EXERCISE GOAL
Print the data verbatim. Leave every image out.

GIVEN INFORMATION

══════════════════════════════

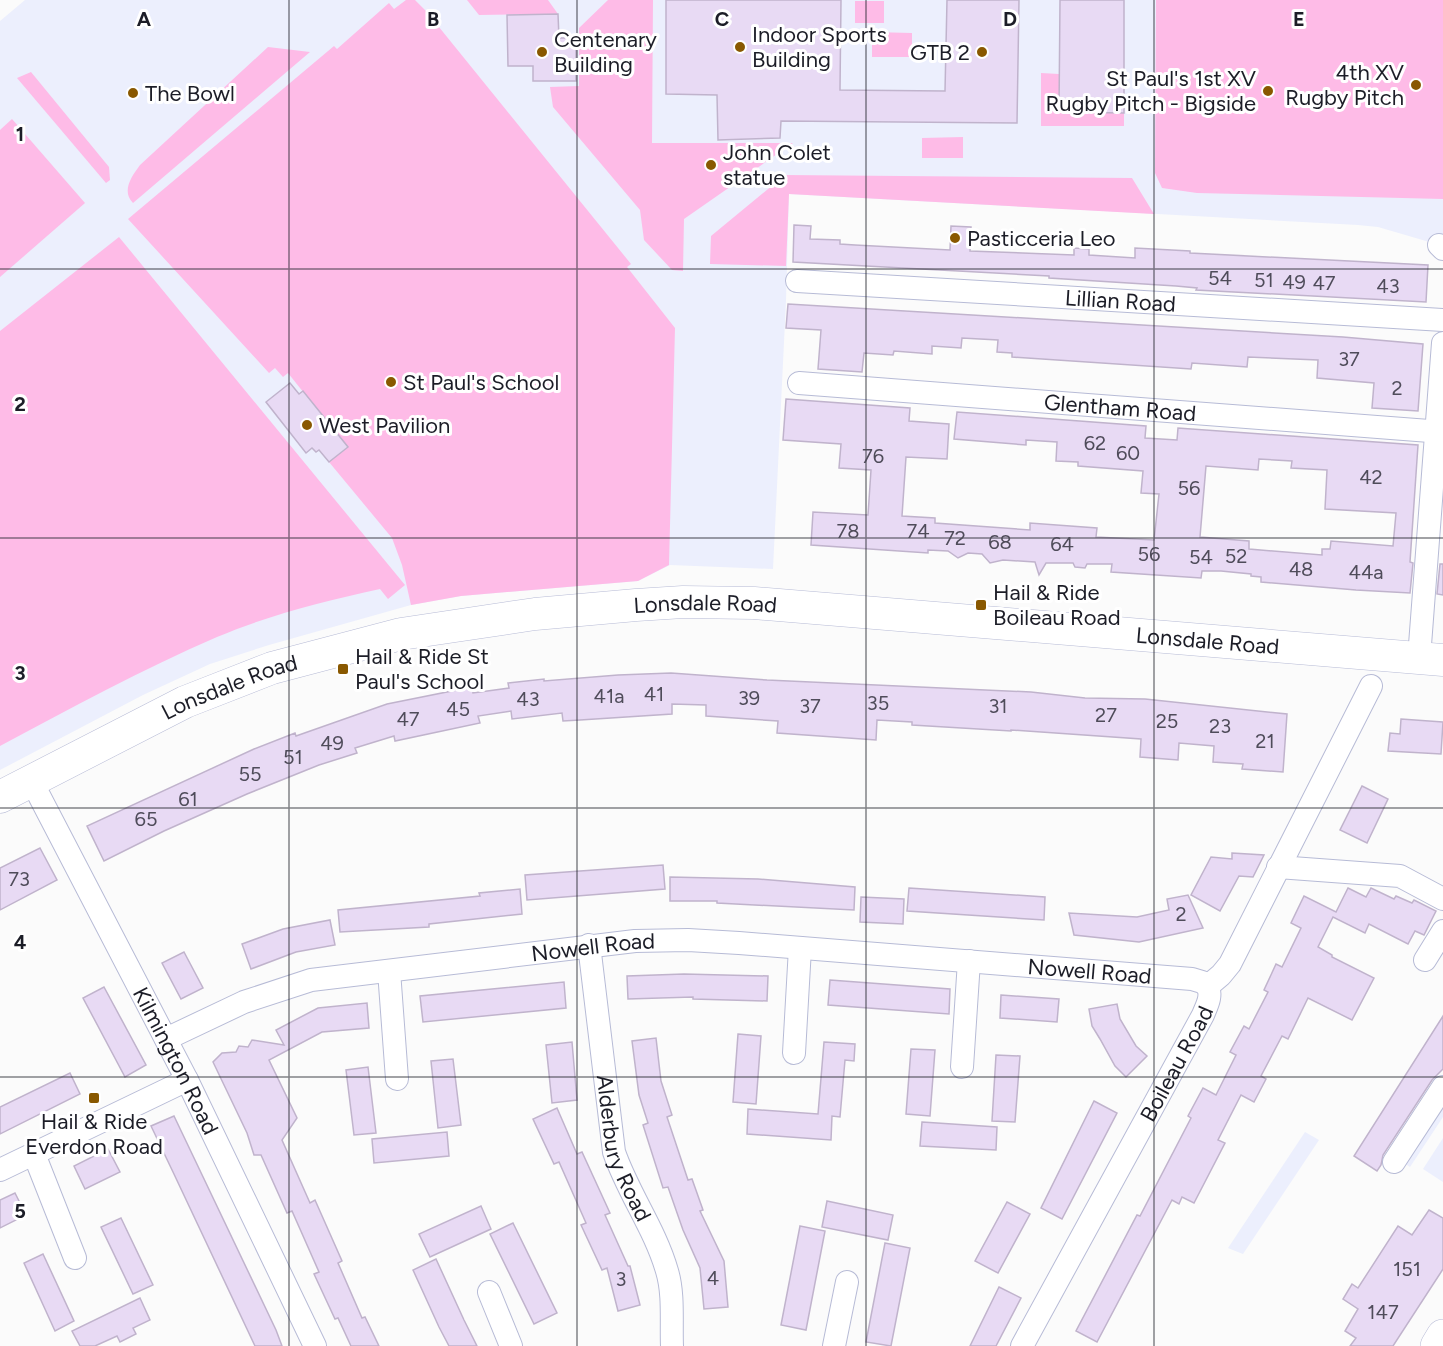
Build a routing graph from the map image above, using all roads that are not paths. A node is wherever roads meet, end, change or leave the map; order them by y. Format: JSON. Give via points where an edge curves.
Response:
{"nodes":[{"id":1,"x":796,"y":281,"type":"dead end"},
{"id":2,"x":1443,"y":320,"type":"edge"},
{"id":3,"x":1443,"y":344,"type":"edge"},
{"id":4,"x":799,"y":383,"type":"dead end"},
{"id":5,"x":1440,"y":432,"type":"edge"},
{"id":6,"x":1431,"y":659,"type":"edge"},
{"id":7,"x":1371,"y":686,"type":"dead end"},
{"id":8,"x":32,"y":780,"type":"junction"},
{"id":9,"x":0,"y":797,"type":"edge"},
{"id":10,"x":1278,"y":867,"type":"junction"},
{"id":11,"x":1443,"y":899,"type":"edge"},
{"id":12,"x":1443,"y":931,"type":"edge"},
{"id":13,"x":589,"y":945,"type":"junction"},
{"id":14,"x":800,"y":948,"type":"junction"},
{"id":15,"x":1425,"y":960,"type":"dead end"},
{"id":16,"x":969,"y":961,"type":"junction"},
{"id":17,"x":389,"y":971,"type":"junction"},
{"id":18,"x":1208,"y":986,"type":"junction"},
{"id":19,"x":166,"y":1039,"type":"junction"},
{"id":20,"x":794,"y":1053,"type":"dead end"},
{"id":21,"x":962,"y":1067,"type":"dead end"},
{"id":22,"x":397,"y":1079,"type":"dead end"},
{"id":23,"x":188,"y":1080,"type":"junction"},
{"id":24,"x":1443,"y":1087,"type":"edge"},
{"id":25,"x":34,"y":1154,"type":"junction"},
{"id":26,"x":1394,"y":1162,"type":"dead end"},
{"id":27,"x":0,"y":1170,"type":"edge"},
{"id":28,"x":75,"y":1258,"type":"dead end"},
{"id":29,"x":847,"y":1282,"type":"dead end"},
{"id":30,"x":489,"y":1292,"type":"dead end"},
{"id":31,"x":1443,"y":1336,"type":"edge"},
{"id":32,"x":315,"y":1346,"type":"edge"},
{"id":33,"x":511,"y":1346,"type":"edge"},
{"id":34,"x":672,"y":1346,"type":"edge"},
{"id":35,"x":834,"y":1346,"type":"edge"},
{"id":36,"x":1022,"y":1346,"type":"edge"},
{"id":37,"x":1437,"y":1346,"type":"edge"}],
"edges":[{"from":1,"to":2,"type":"street","name":"Lillian Road"},
{"from":3,"to":5,"type":"street"},
{"from":4,"to":5,"type":"street","name":"Glentham Road"},
{"from":5,"to":6,"type":"street"},
{"from":6,"to":8,"type":"main road","name":"Lonsdale Road","via":[[753,603],[636,605],[535,614],[401,634],[272,668],[185,702]]},
{"from":7,"to":10,"type":"street","name":"Boileau Road"},
{"from":8,"to":9,"type":"main road","name":"Lonsdale Road"},
{"from":8,"to":19,"type":"street","name":"Kilmington Road"},
{"from":10,"to":11,"type":"street","via":[[1400,876]]},
{"from":10,"to":18,"type":"street","name":"Boileau Road","via":[[1230,964]]},
{"from":12,"to":15,"type":"street"},
{"from":13,"to":14,"type":"street","name":"Nowell Road","via":[[688,940]]},
{"from":13,"to":17,"type":"street","name":"Nowell Road"},
{"from":13,"to":34,"type":"street","name":"Alderbury Road","via":[[614,1152],[668,1274]]},
{"from":14,"to":16,"type":"street","name":"Nowell Road"},
{"from":14,"to":20,"type":"street"},
{"from":16,"to":18,"type":"street","name":"Nowell Road","via":[[1192,979]]},
{"from":16,"to":21,"type":"street"},
{"from":17,"to":19,"type":"street","name":"Nowell Road","via":[[329,976],[294,984],[244,1002]]},
{"from":17,"to":22,"type":"street"},
{"from":18,"to":36,"type":"street","name":"Boileau Road","via":[[1209,1001],[1203,1015]]},
{"from":19,"to":23,"type":"street","name":"Kilmington Road"},
{"from":23,"to":25,"type":"street"},
{"from":23,"to":32,"type":"street","name":"Kilmington Road"},
{"from":24,"to":26,"type":"street"},
{"from":25,"to":27,"type":"street"},
{"from":25,"to":28,"type":"street"},
{"from":29,"to":35,"type":"street"},
{"from":30,"to":33,"type":"street"},
{"from":31,"to":37,"type":"main road"}]}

══════════════════════════════

WRITTEN REPLY
Build a routing graph from the map image above, using all roads that are not paths. A node is wherever roads meet, end, change or leave the map; order them by y. Format: JSON. Give via points where an edge curves.
Response:
{"nodes":[{"id":1,"x":796,"y":281,"type":"dead end"},
{"id":2,"x":1443,"y":320,"type":"edge"},
{"id":3,"x":1443,"y":344,"type":"edge"},
{"id":4,"x":799,"y":383,"type":"dead end"},
{"id":5,"x":1440,"y":432,"type":"edge"},
{"id":6,"x":1431,"y":659,"type":"edge"},
{"id":7,"x":1371,"y":686,"type":"dead end"},
{"id":8,"x":32,"y":780,"type":"junction"},
{"id":9,"x":0,"y":797,"type":"edge"},
{"id":10,"x":1278,"y":867,"type":"junction"},
{"id":11,"x":1443,"y":899,"type":"edge"},
{"id":12,"x":1443,"y":931,"type":"edge"},
{"id":13,"x":589,"y":945,"type":"junction"},
{"id":14,"x":800,"y":948,"type":"junction"},
{"id":15,"x":1425,"y":960,"type":"dead end"},
{"id":16,"x":969,"y":961,"type":"junction"},
{"id":17,"x":389,"y":971,"type":"junction"},
{"id":18,"x":1208,"y":986,"type":"junction"},
{"id":19,"x":166,"y":1039,"type":"junction"},
{"id":20,"x":794,"y":1053,"type":"dead end"},
{"id":21,"x":962,"y":1067,"type":"dead end"},
{"id":22,"x":397,"y":1079,"type":"dead end"},
{"id":23,"x":188,"y":1080,"type":"junction"},
{"id":24,"x":1443,"y":1087,"type":"edge"},
{"id":25,"x":34,"y":1154,"type":"junction"},
{"id":26,"x":1394,"y":1162,"type":"dead end"},
{"id":27,"x":0,"y":1170,"type":"edge"},
{"id":28,"x":75,"y":1258,"type":"dead end"},
{"id":29,"x":847,"y":1282,"type":"dead end"},
{"id":30,"x":489,"y":1292,"type":"dead end"},
{"id":31,"x":1443,"y":1336,"type":"edge"},
{"id":32,"x":315,"y":1346,"type":"edge"},
{"id":33,"x":511,"y":1346,"type":"edge"},
{"id":34,"x":672,"y":1346,"type":"edge"},
{"id":35,"x":834,"y":1346,"type":"edge"},
{"id":36,"x":1022,"y":1346,"type":"edge"},
{"id":37,"x":1437,"y":1346,"type":"edge"}],
"edges":[{"from":1,"to":2,"type":"street","name":"Lillian Road"},
{"from":3,"to":5,"type":"street"},
{"from":4,"to":5,"type":"street","name":"Glentham Road"},
{"from":5,"to":6,"type":"street"},
{"from":6,"to":8,"type":"main road","name":"Lonsdale Road","via":[[753,603],[636,605],[535,614],[401,634],[272,668],[185,702]]},
{"from":7,"to":10,"type":"street","name":"Boileau Road"},
{"from":8,"to":9,"type":"main road","name":"Lonsdale Road"},
{"from":8,"to":19,"type":"street","name":"Kilmington Road"},
{"from":10,"to":11,"type":"street","via":[[1400,876]]},
{"from":10,"to":18,"type":"street","name":"Boileau Road","via":[[1230,964]]},
{"from":12,"to":15,"type":"street"},
{"from":13,"to":14,"type":"street","name":"Nowell Road","via":[[688,940]]},
{"from":13,"to":17,"type":"street","name":"Nowell Road"},
{"from":13,"to":34,"type":"street","name":"Alderbury Road","via":[[614,1152],[668,1274]]},
{"from":14,"to":16,"type":"street","name":"Nowell Road"},
{"from":14,"to":20,"type":"street"},
{"from":16,"to":18,"type":"street","name":"Nowell Road","via":[[1192,979]]},
{"from":16,"to":21,"type":"street"},
{"from":17,"to":19,"type":"street","name":"Nowell Road","via":[[329,976],[294,984],[244,1002]]},
{"from":17,"to":22,"type":"street"},
{"from":18,"to":36,"type":"street","name":"Boileau Road","via":[[1209,1001],[1203,1015]]},
{"from":19,"to":23,"type":"street","name":"Kilmington Road"},
{"from":23,"to":25,"type":"street"},
{"from":23,"to":32,"type":"street","name":"Kilmington Road"},
{"from":24,"to":26,"type":"street"},
{"from":25,"to":27,"type":"street"},
{"from":25,"to":28,"type":"street"},
{"from":29,"to":35,"type":"street"},
{"from":30,"to":33,"type":"street"},
{"from":31,"to":37,"type":"main road"}]}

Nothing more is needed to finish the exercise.